The US patent system is failing. Developed 231 years ago by the first US Patent Examiner, Thomas Jefferson, there is now a backlog of 1.2 million applications. Of these, almost 750,000 have never even been opened. Similarly, the number of pending Board of Patent Appeals ex-parte cases grew from 742 in 2005 to over 20,000 today. In fact, according to a 2010 study by the London School of Economics, the US leads the world in the cost of foregone innovation- employers and jobs that don''t exist because of the inability to obtain a patent.

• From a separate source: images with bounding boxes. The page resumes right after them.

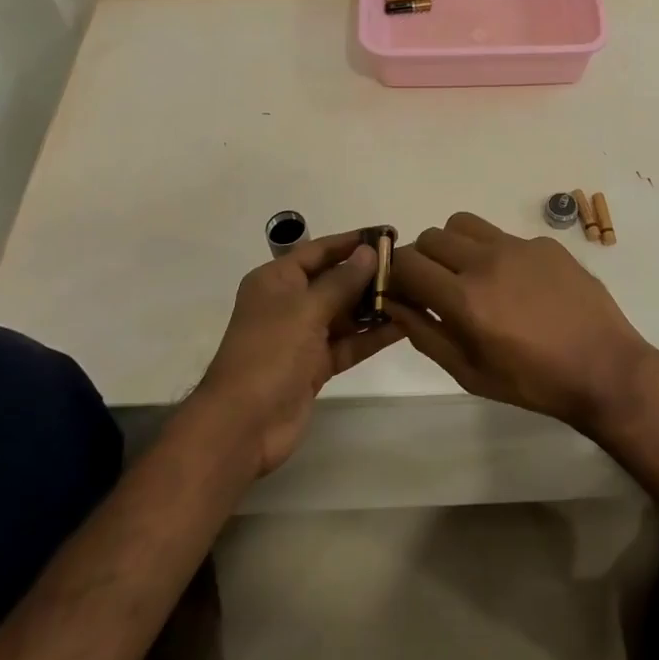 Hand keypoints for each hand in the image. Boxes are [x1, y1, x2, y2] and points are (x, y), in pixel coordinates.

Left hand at [197, 231, 399, 476]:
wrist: (243, 425)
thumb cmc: (270, 353)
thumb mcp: (306, 309)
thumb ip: (342, 281)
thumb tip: (369, 252)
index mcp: (276, 280)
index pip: (319, 250)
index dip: (353, 241)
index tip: (388, 234)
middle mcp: (289, 303)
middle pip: (335, 280)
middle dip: (369, 274)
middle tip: (410, 267)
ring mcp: (303, 336)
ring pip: (345, 313)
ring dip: (375, 305)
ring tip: (414, 293)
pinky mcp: (316, 365)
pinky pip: (349, 343)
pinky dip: (372, 335)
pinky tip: (404, 326)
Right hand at [387, 211, 655, 431]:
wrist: (604, 368)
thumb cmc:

Seeking to remedy the situation, the Obama Administration doubled the number of patent reviewers and championed the Patent Reform Act of 2011. However, these actions simply modify a failed system. In the new book, Opportunism: How to Change the World- One Idea at a Time, Israeli property attorney Shraga Biran advocates a completely different approach toward intellectual property law. Biran would stimulate more economic opportunity for the creative, scientific and artistic classes by recognizing and protecting nascent IDEAS as an asset, rather than simply the finished product. He proposes a "right of opportunity" as an alternative to patent law, enabling individual members of society to more directly profit from the exploitation of their ideas.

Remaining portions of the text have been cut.